Finding a bench facing the huge expanse of lawn which stretched from the river to the walls of King’s College, we sat for a while in the sun. It was very quiet, very peaceful.
“I don’t see how you could ever leave such a wonderful place, Sebastian.”
“Crazy, isn’t it? Why did I have to be a born banker with a built-in homing instinct for New York? It makes no sense.”
“Well, I’m sure you’ll have no trouble getting another good job on Wall Street.”
“There’s only one job I’d ever consider taking.”
We went on sitting on the bench. The sun went on shining on the tranquil scene, but I shivered as I scrabbled in my purse for a cigarette.

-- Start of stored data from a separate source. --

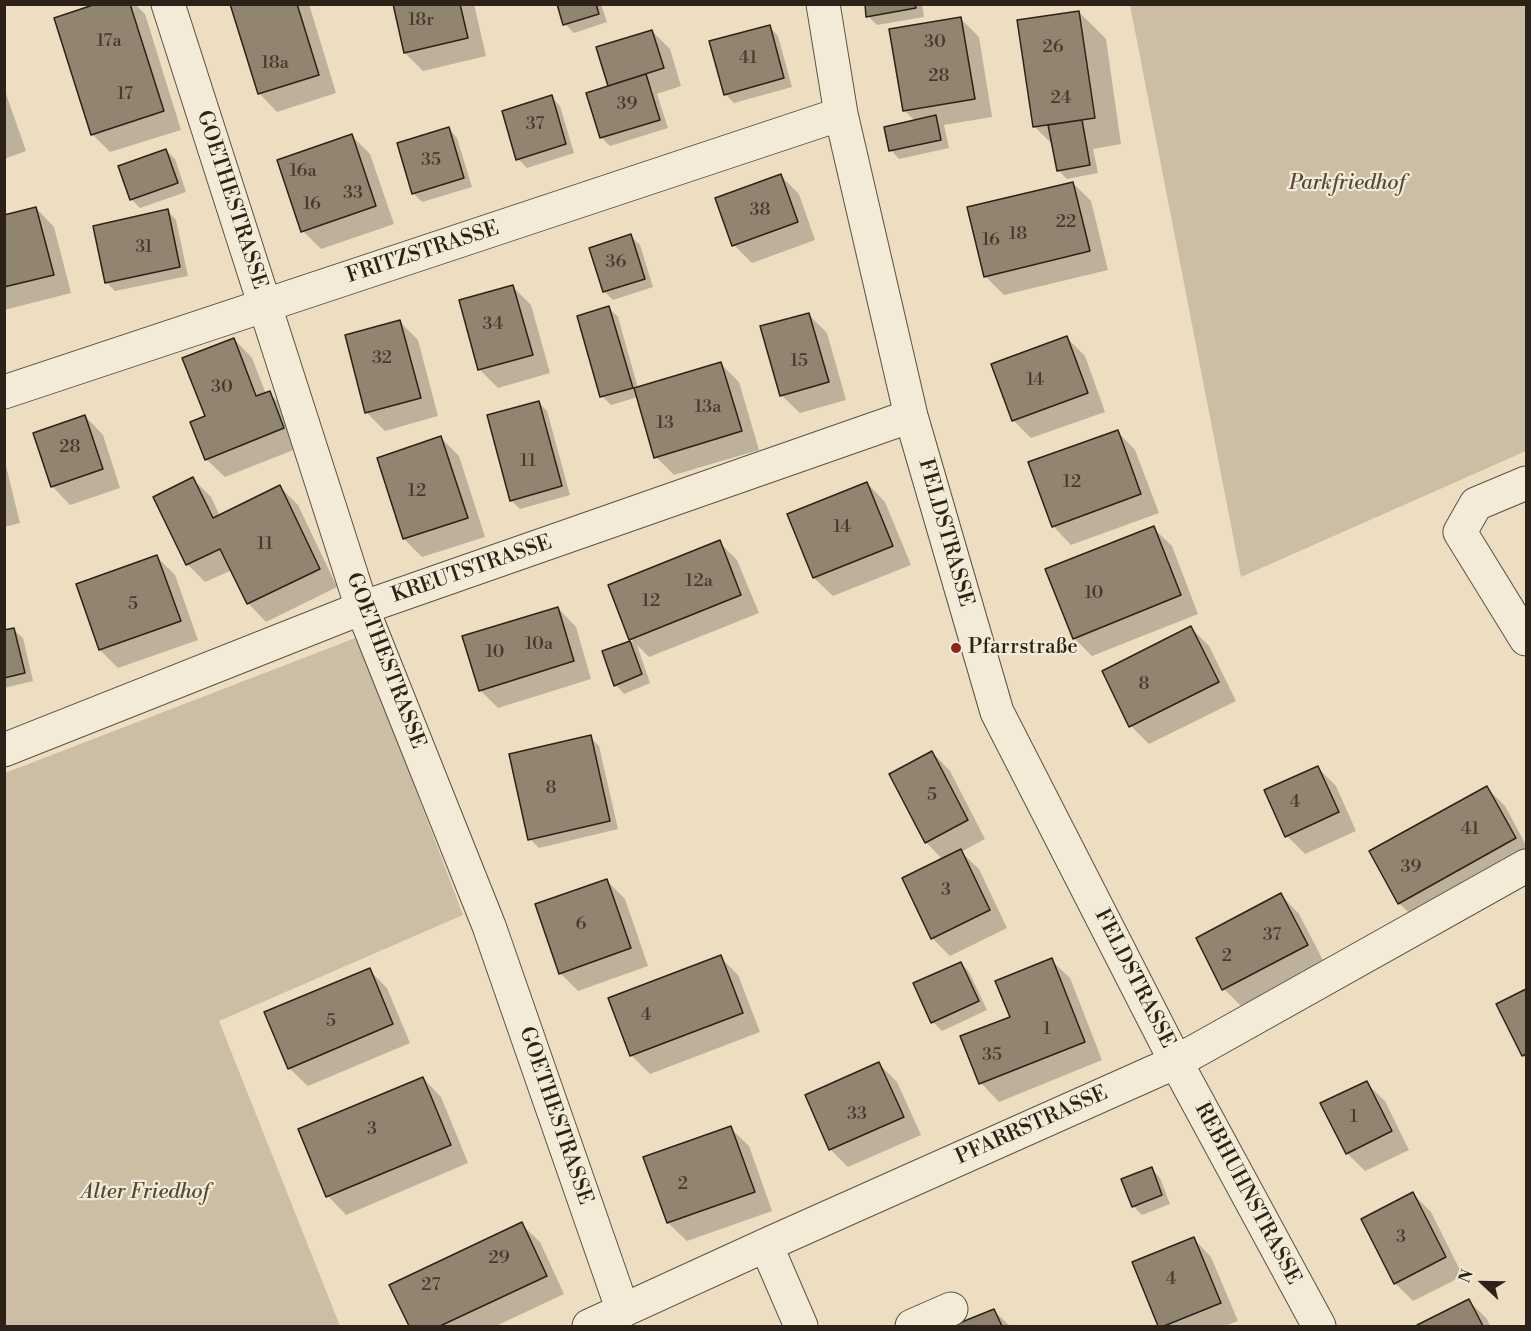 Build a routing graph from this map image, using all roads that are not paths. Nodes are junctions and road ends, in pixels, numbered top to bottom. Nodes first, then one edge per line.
1 (168, 4) edge
2 (823, 4) edge
3 (841, 114) junction
4 (265, 306) junction
5 (4, 392) edge
6 (911, 416) junction
7 (1527, 483) edge
8 (362, 608) junction
9 (1527, 639) edge
10 (4, 750) edge
11 (1527, 866) edge
12 (1176, 1062) junction
13 (766, 1245) junction
14 (951, 1309) dead end
15 (623, 1311) junction
16 (589, 1326) edge
17 (801, 1326) edge
18 (912, 1326) edge
19 (1319, 1326) edge

1 - 4 street, GOETHESTRASSE
2 - 3 street, FELDSTRASSE
3 - 4 street, FRITZSTRASSE
3 - 6 street, FELDSTRASSE
4 - 5 street, FRITZSTRASSE
4 - 8 street, GOETHESTRASSE
6 - 8 street, KREUTSTRASSE
6 - 12 street, FELDSTRASSE
7 - 9 street
8 - 10 street, KREUTSTRASSE
8 - 15 street, GOETHESTRASSE
11 - 12 street, PFARRSTRASSE
12 - 13 street, PFARRSTRASSE
12 - 19 street, REBHUHNSTRASSE
13 - 15 street, PFARRSTRASSE
13 - 17 street
14 - 18 street
15 - 16 street, PFARRSTRASSE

“But that’s okay,” said Sebastian. “That’s no problem, because of course in the end Cornelius will invite me back—and on my terms. Egged on by Mother, he’ll swallow his pride and make another effort to come crawling back to me, and that’ll be the justice Scott was always trying to find; Cornelius will have to hand his life’s work not to Scott, the guy he’s always secretly liked, but to me, the guy he’s always secretly loathed. Christ, what an irony! I’ll be literally laughing all the way to the bank.”
“And Scott?” said my voice.
Sebastian looked surprised. “What about him? Cornelius has obviously ruled out the possibility of making Scott his successor—why else would he have railroaded Scott to Europe for so long? If he’s lucky, Scott may manage to hold on to his partnership, but he won’t get any further. He’s shot his bolt. Cornelius finally wised up. My guess is that Cornelius is just waiting for your affair with Scott to end and then he’ll fire him.”
“But I’m going to marry Scott, Sebastian. We don’t plan on being engaged indefinitely. We’re going to marry at Christmas.”
There was a pause. A bell began to toll somewhere, and far away we could hear the sound of laughter from the people punting on the river.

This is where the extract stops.